■ Materials provided:
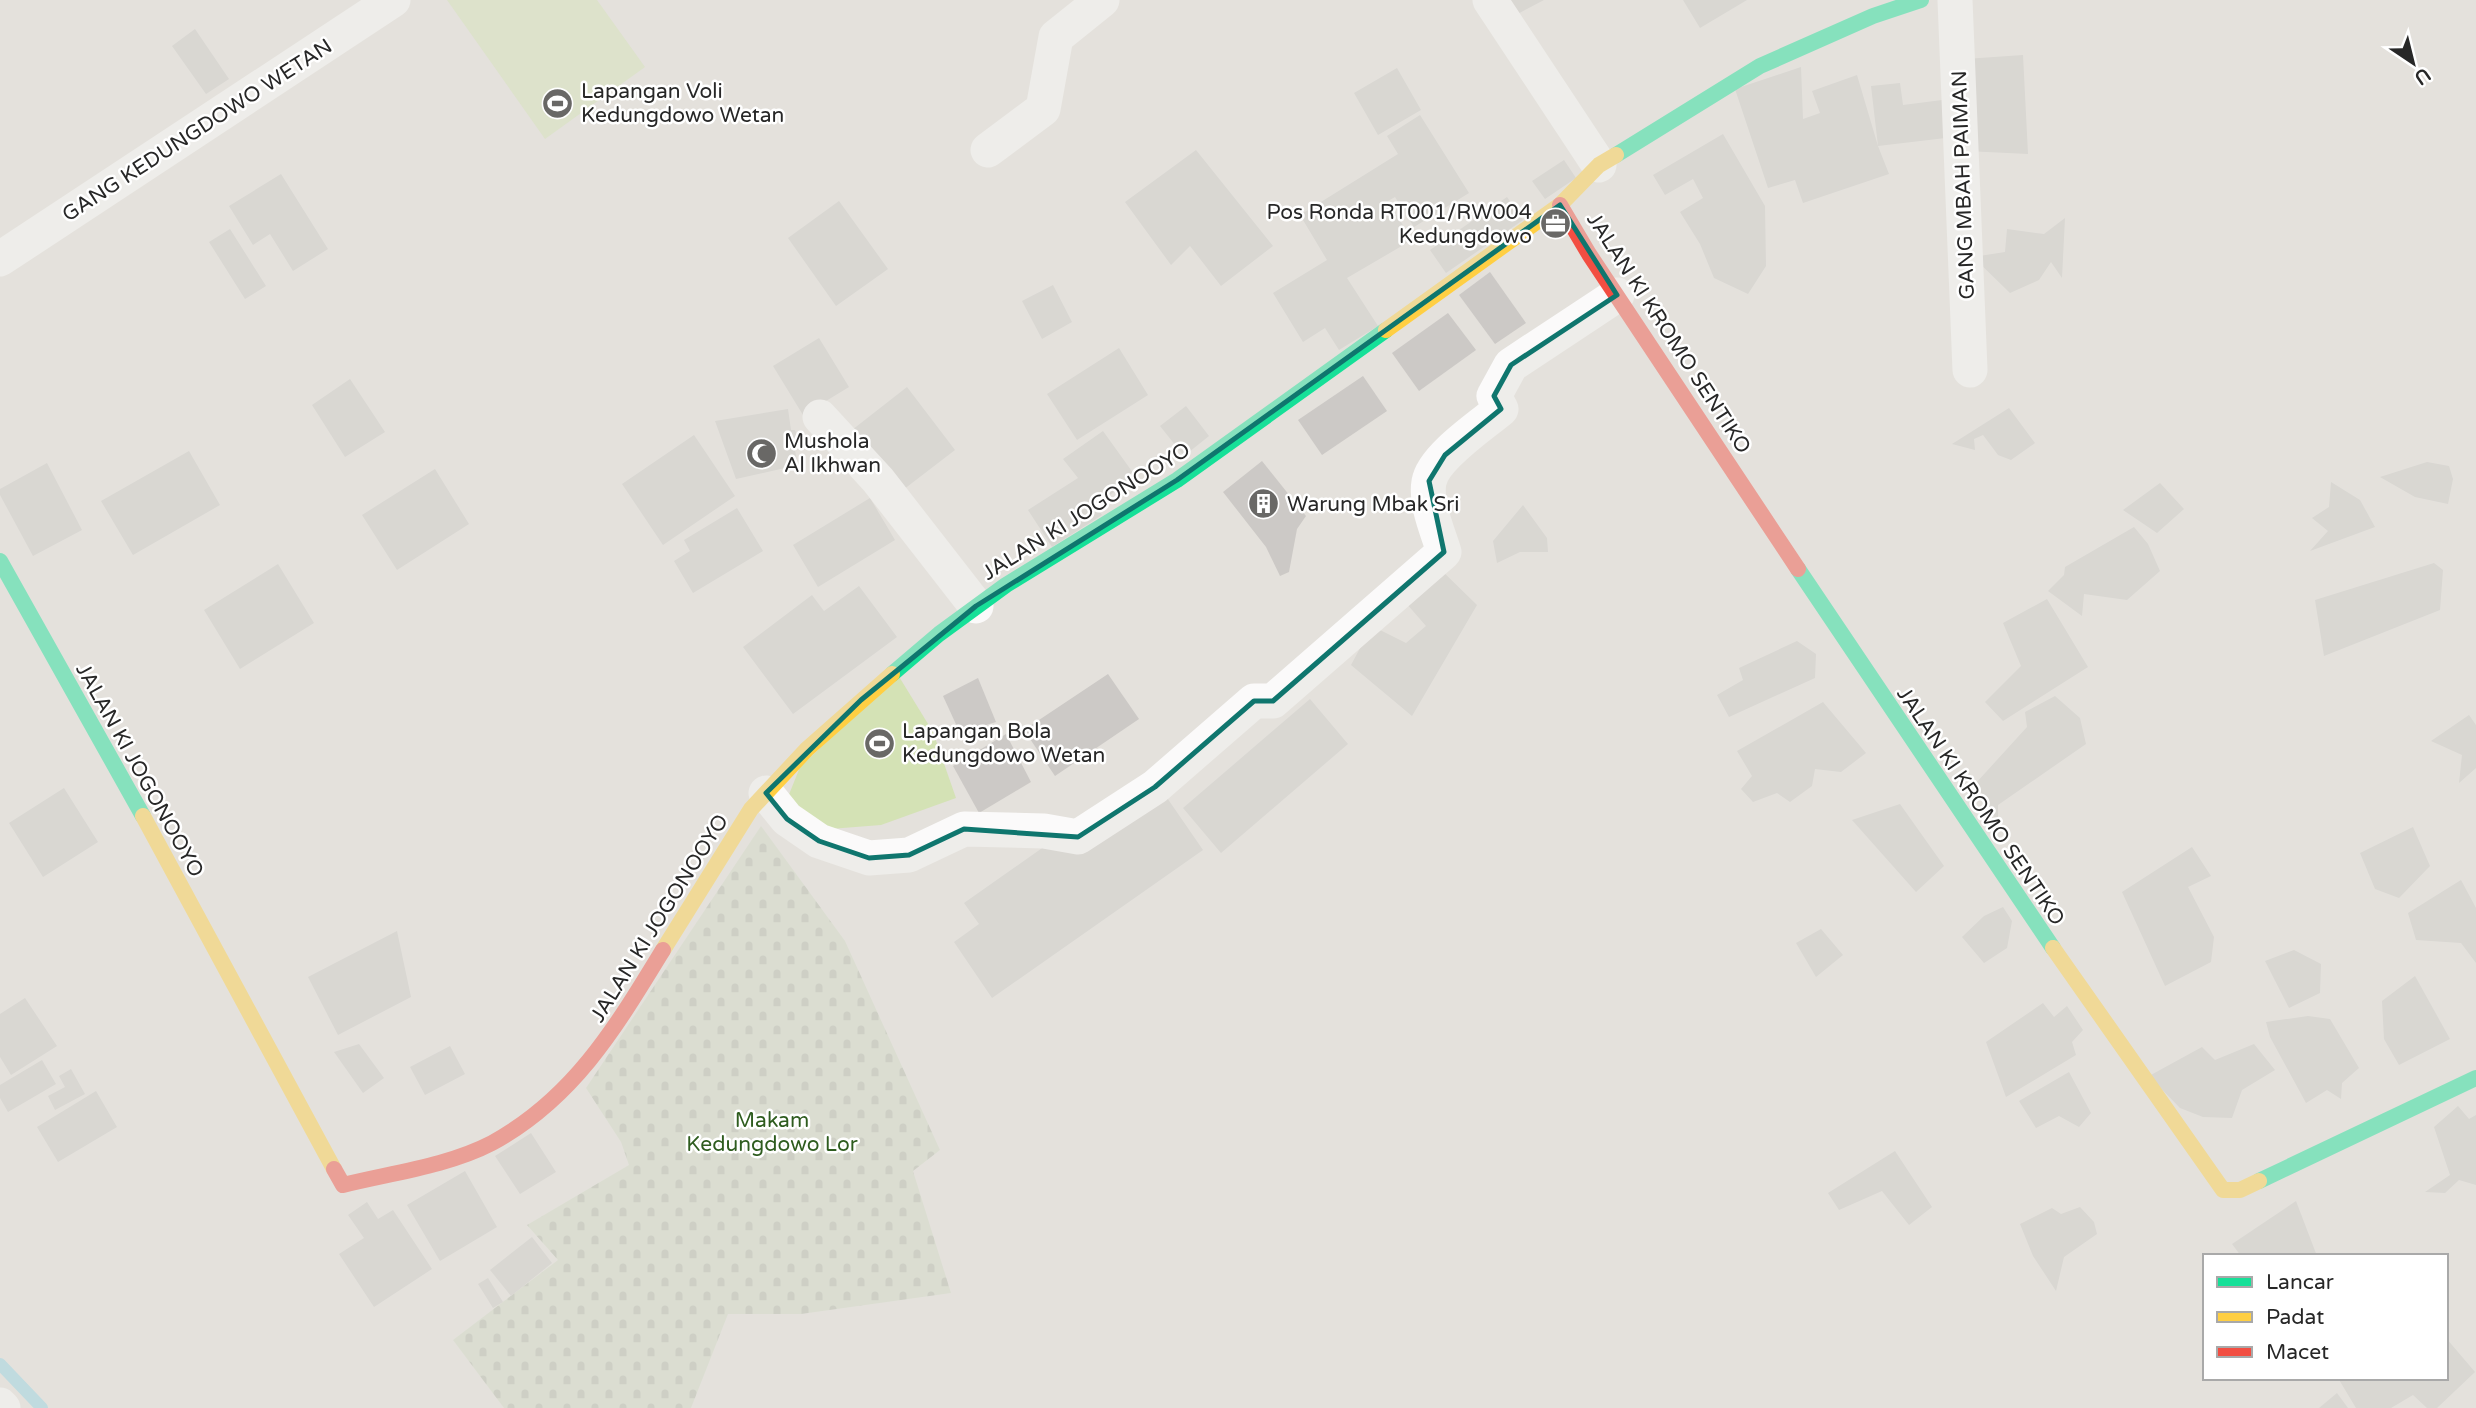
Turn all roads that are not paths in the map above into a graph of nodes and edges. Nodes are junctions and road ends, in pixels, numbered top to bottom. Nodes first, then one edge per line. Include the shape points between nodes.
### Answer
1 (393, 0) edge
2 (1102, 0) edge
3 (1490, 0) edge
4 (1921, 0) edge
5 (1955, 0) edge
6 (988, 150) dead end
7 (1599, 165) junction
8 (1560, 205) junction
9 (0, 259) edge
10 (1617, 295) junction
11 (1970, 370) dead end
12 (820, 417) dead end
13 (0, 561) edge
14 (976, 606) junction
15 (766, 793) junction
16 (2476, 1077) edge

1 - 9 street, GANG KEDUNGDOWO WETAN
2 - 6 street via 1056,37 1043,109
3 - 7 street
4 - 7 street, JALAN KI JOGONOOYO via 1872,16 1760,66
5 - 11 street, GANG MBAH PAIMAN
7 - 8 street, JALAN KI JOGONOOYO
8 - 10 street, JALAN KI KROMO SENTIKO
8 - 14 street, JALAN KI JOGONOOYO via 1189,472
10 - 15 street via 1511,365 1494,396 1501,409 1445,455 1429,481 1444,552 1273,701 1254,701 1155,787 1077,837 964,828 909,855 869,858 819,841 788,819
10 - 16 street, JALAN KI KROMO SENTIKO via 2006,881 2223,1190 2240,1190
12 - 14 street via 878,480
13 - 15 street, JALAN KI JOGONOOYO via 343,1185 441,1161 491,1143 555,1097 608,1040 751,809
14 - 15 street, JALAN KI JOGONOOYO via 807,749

---

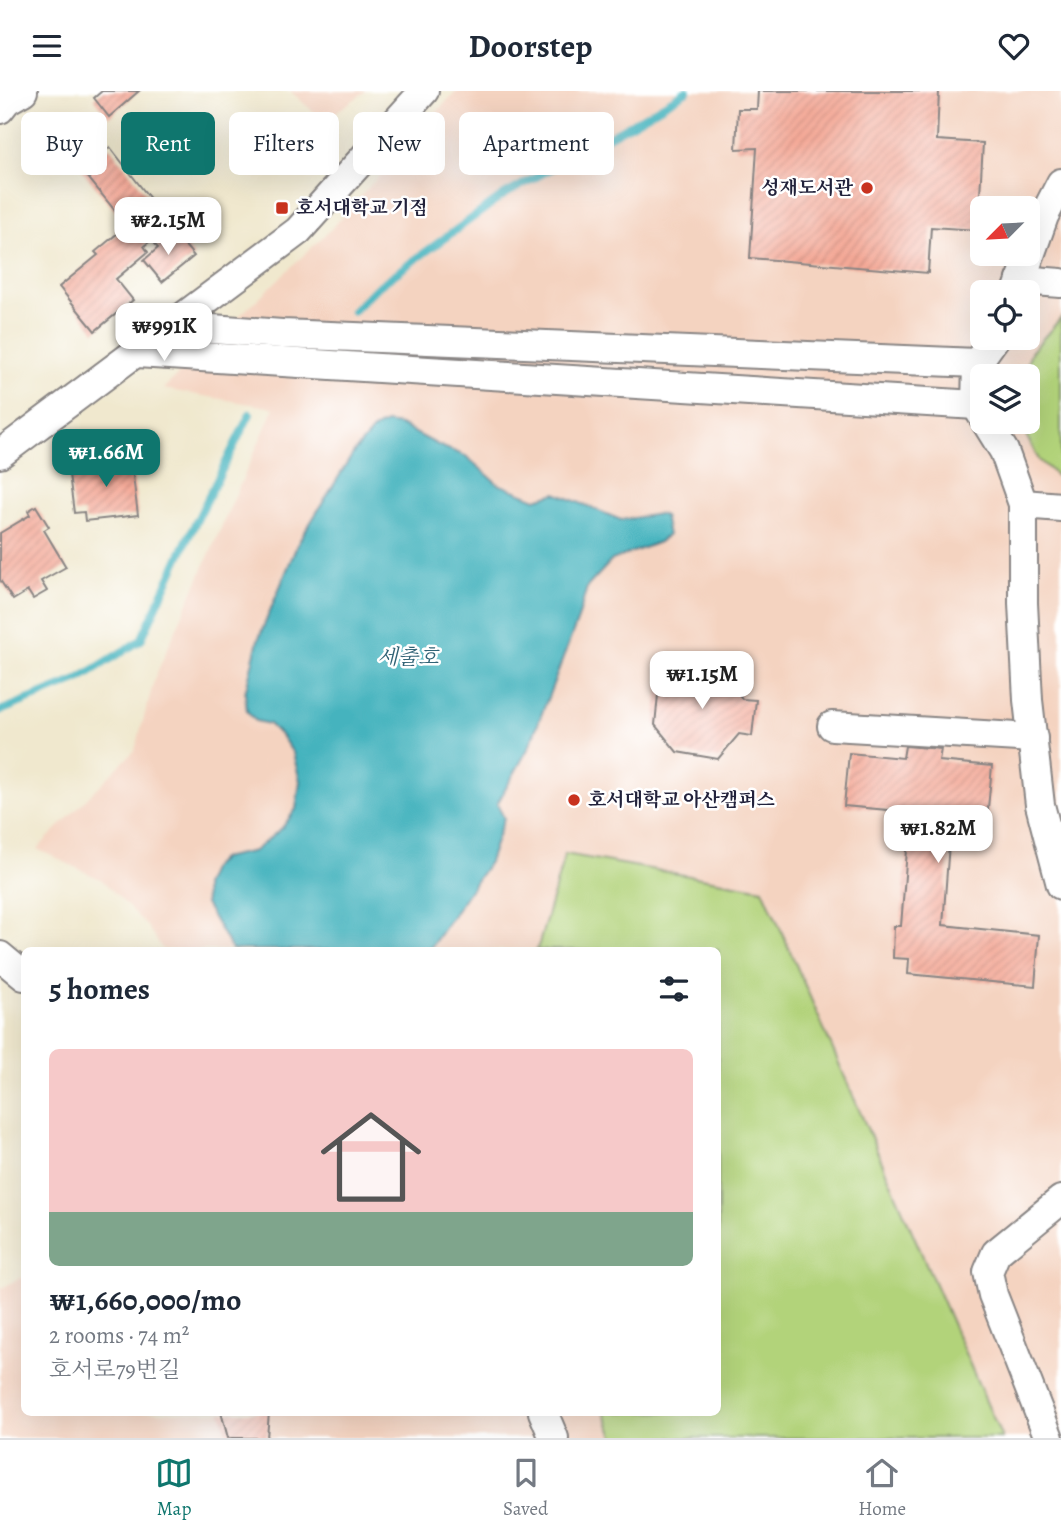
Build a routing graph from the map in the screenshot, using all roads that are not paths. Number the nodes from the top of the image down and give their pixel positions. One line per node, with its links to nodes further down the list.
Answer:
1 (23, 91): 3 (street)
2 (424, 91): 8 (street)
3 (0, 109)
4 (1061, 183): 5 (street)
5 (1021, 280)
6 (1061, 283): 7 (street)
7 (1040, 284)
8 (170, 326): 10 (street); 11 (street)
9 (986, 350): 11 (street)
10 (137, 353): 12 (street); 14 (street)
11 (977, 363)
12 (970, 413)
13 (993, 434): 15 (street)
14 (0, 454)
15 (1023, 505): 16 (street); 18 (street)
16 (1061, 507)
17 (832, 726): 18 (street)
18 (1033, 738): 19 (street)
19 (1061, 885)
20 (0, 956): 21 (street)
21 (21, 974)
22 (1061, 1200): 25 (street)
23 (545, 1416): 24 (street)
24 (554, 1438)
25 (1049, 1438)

--

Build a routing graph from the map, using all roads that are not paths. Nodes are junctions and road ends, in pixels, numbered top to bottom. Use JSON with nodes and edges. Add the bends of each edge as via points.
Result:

■ Assigned task: Please find how many lines in the records hold "graph", then give that number with nothing else.

■ Task answer: 3